Woman in a galaxy far, far away…

WARNING: The following article contains spoilers for the original trilogy of Star Wars. Continue reading at your own risk.

(But seriously, if you haven’t seen the original trilogy of Star Wars, what have you been doing your whole life).

Star Wars is one of the most recognizable pop culture franchises of our time. From 1977s Star Wars: A New Hope to 2016’s Star Wars: Rogue One, audiences from around the world have been captivated by what Nikki Nileshwar, a first year Laurier student, describes as “[an easy allowance] to get out of reality and into fantasy.” One of the key elements of the Star Wars movies however is the female characters who break down what “a damsel in distress” is. The most important of these female characters, arguably, is the first prominent female character of the franchise: Princess Leia Organa.

From the moment Princess Leia first stepped on screen, it was clear that she was not someone to be silent or pushed around. As she is brought before Darth Vader, Leia does not hesitate to speak up to him, pointing out how his actions could cause uproar within the Senate. Her character from there is seen as bold, unapologetic, and clever. Even when playing as “the damsel in distress,” Leia is the character to take the lead, issuing orders to Han Solo and Luke Skywalker while they are saving her and doing her best to get her team out of sticky situations. She is arguably one of the strongest characters of the franchise. Despite losing her home planet to the Death Star, it is Leia who comforts Luke Skywalker over the loss of his mentor, Ben Kenobi. It is also Leia who keeps pushing the Rebellion forwards, despite her numerous losses.

Audiences of all ages are captivated by her because of this. Even early audiences of the franchise were not critical of her lack of stereotypical femininity, despite the fact that she was initially advertised as a sexy helpless princess in the first movie posters. Star Wars: A New Hope was one of the first movies to really show that audiences wanted more unique female characters on screen.

“[Princess Leia] did open a window in the industry for herself, and girls have wanted to grow up to be like her,” Nileshwar stated. “She opened that demographic in movies and that’s why now  we have many female-oriented action movies. Carrie Fisher was a big feminist during her time of being Princess Leia, so that probably helped as she has the platform to be vocal.”

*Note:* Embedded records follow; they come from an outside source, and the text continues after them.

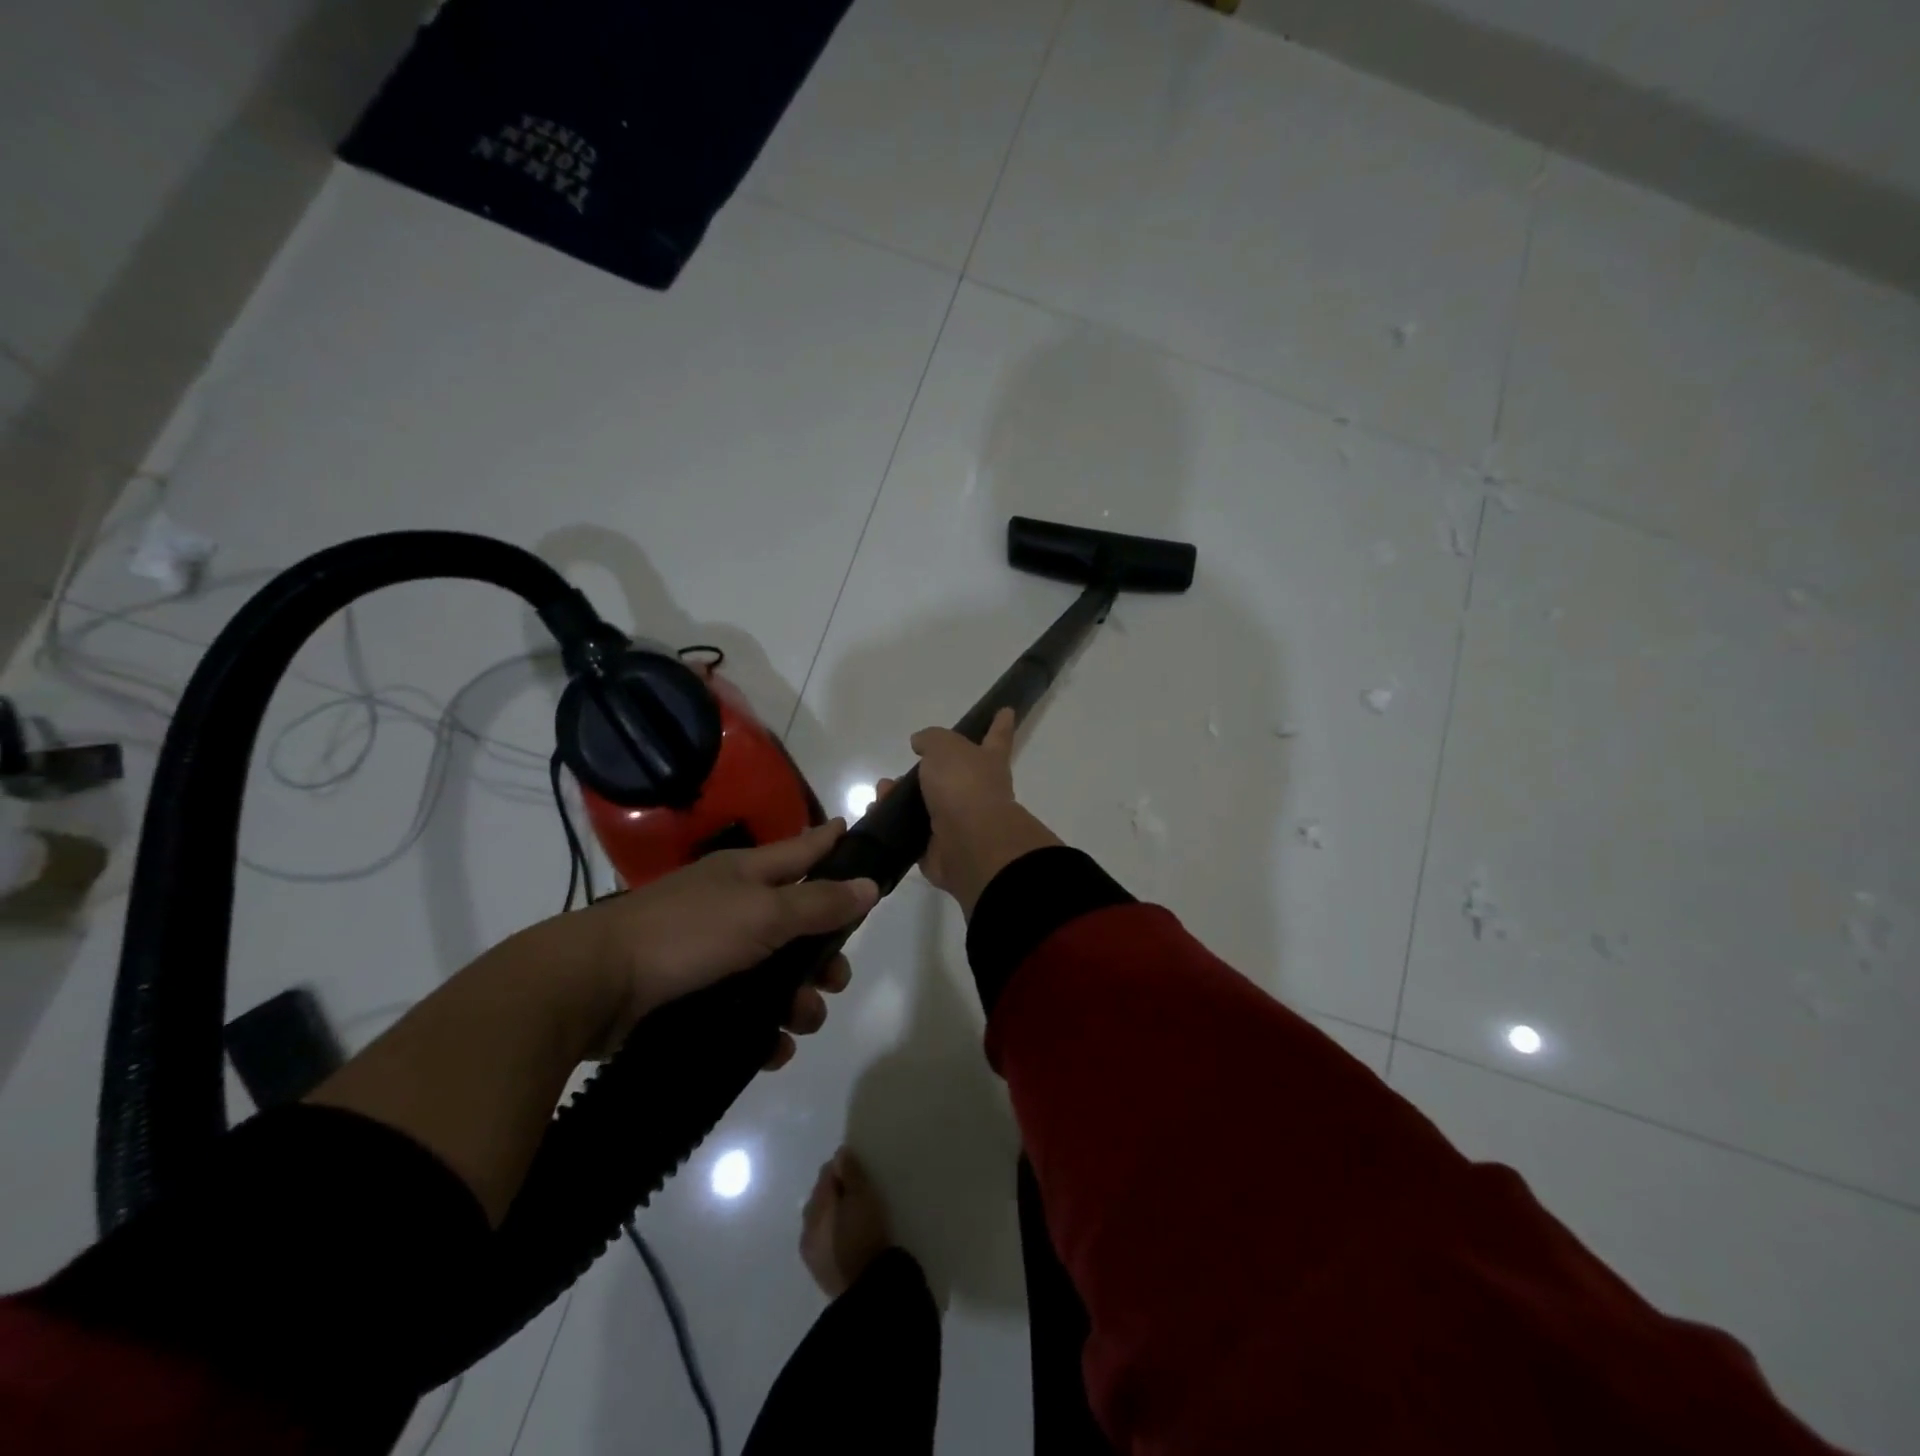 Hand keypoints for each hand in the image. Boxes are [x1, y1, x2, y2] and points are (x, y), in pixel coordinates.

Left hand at [561, 819, 877, 1066]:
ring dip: (797, 1000)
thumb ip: (819, 903)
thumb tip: (870, 884)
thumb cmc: (687, 933)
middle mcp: (733, 906)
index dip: (832, 842)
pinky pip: (744, 1009)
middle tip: (836, 980)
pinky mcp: (692, 993)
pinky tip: (773, 1050)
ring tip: (802, 1024)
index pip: (803, 848)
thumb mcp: (763, 914)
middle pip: (796, 922)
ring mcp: (710, 950)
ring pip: (773, 972)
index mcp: (748, 873)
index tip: (858, 832)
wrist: (594, 985)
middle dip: (823, 953)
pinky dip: (763, 1029)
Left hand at [800, 1148, 894, 1297]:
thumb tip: (839, 1153)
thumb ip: (850, 1173)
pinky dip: (831, 1231)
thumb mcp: (863, 1197)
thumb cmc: (865, 1234)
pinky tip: (846, 1235)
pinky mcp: (818, 1270)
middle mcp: (807, 1225)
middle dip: (834, 1190)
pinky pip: (822, 1239)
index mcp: (816, 1205)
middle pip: (819, 1197)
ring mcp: (810, 1250)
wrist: (866, 1289)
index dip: (840, 1168)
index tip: (857, 1169)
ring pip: (818, 1220)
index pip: (825, 1175)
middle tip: (857, 1190)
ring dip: (831, 1212)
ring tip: (852, 1213)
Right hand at [879, 707, 1060, 916]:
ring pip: (925, 804)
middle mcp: (976, 791)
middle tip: (901, 771)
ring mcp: (958, 822)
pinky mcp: (937, 848)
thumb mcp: (946, 747)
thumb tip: (921, 743)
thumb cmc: (964, 785)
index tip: (1007, 711)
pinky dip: (891, 823)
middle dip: (925, 772)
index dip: (1000, 725)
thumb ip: (932, 739)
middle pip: (951, 775)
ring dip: (900, 797)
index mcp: (988, 762)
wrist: (968, 843)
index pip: (996, 737)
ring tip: (881, 792)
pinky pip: (910, 832)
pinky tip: (874, 813)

Even in Leia’s latest appearance in Star Wars: The Force Awakens, the character has not changed one bit, other than having her title changed from Princess Leia to General Organa. Star Wars’ strong female characters don’t stop with her either. Padmé Amidala (from the Star Wars prequels), Ahsoka Tano (from Star Wars: The Clone Wars and Star Wars Rebels), Rey (from Star Wars: The Force Awakens), and Jyn Erso (from Star Wars: Rogue One) are all examples of Star Wars heroines with personalities that defy the tranquil, silent and/or seductive nature of female characters in Hollywood. They take the tasks into their own hands, running in with blasters blazing and voices loud and clear. It’s not like Star Wars recycled personalities from previous characters either; each female character has her own unique way of presenting her strength.

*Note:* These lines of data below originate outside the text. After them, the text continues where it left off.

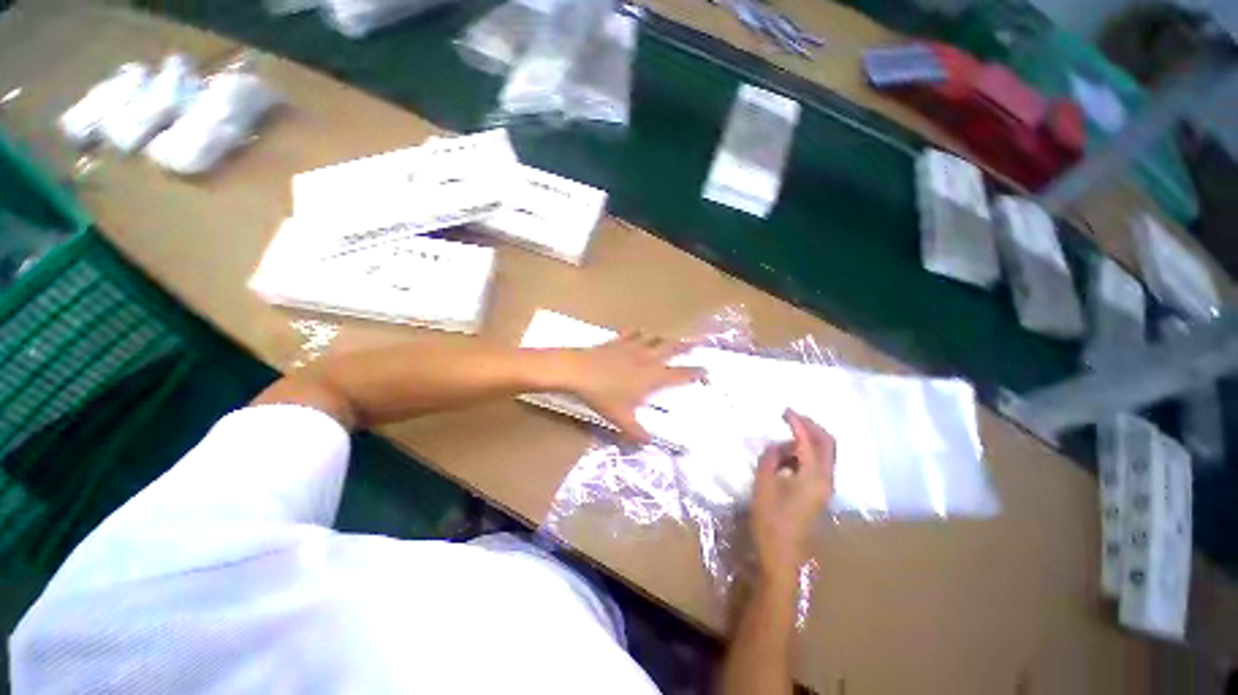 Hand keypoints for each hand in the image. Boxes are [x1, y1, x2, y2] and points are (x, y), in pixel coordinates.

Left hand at [559, 332, 705, 443]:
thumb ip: (636, 432)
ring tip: (670, 338)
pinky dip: (639, 333)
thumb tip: (648, 443)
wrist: (579, 370)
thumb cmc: (603, 395)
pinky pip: (633, 334)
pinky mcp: (618, 341)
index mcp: (653, 377)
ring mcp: (633, 347)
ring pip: (655, 339)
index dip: (696, 373)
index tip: (707, 370)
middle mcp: (648, 359)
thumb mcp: (621, 418)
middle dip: (687, 345)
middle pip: (672, 348)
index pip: (680, 375)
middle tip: (700, 340)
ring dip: (664, 338)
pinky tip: (640, 333)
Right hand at [751, 410, 834, 582]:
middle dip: (811, 426)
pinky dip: (810, 455)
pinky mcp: (821, 495)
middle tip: (792, 418)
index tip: (783, 411)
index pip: (808, 439)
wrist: (783, 556)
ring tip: (787, 440)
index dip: (796, 422)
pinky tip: (791, 460)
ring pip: (827, 453)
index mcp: (814, 474)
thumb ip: (770, 461)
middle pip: (827, 442)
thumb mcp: (763, 488)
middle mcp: (827, 477)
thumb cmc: (771, 523)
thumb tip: (776, 446)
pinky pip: (822, 465)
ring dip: (811, 441)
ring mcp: (827, 487)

The push that these characters have made for female representation in cinema is incredible, but it’s important to remember that we are still quite far from a satisfactory representation of diverse and unique female characters in cinema. Numerous movies still do not pass various cinematic analysis tests, such as the Bechdel Test (which asks whether at least two named female characters talk about something other than men), the sexy lamp test (which asks if replacing female characters with sexy lamps would affect the plot or not) and the Mako Mori test (which asks if there is at least one female character present who gets her own narrative arc that is not about supporting a man’s story). This does not mean that every film with good female representation must pass all of these tests, but the fact that many movies do not pass any of them is quite alarming.

This is why Star Wars is such an important franchise. It is such clear proof that a diverse and international audience appreciates well-written and unique female characters. It has pushed Hollywood into taking a new look at women in films, and will hopefully continue to pioneer the appeal of strong female characters. This however can only be achieved ultimately with the help of the fans; go and watch movies that present good female characters. Be critical of movies that don’t. Show the industry that representation matters in a good movie, because without that, we’ll just keep getting movies that can easily replace women with vegetables without affecting the movie’s plot.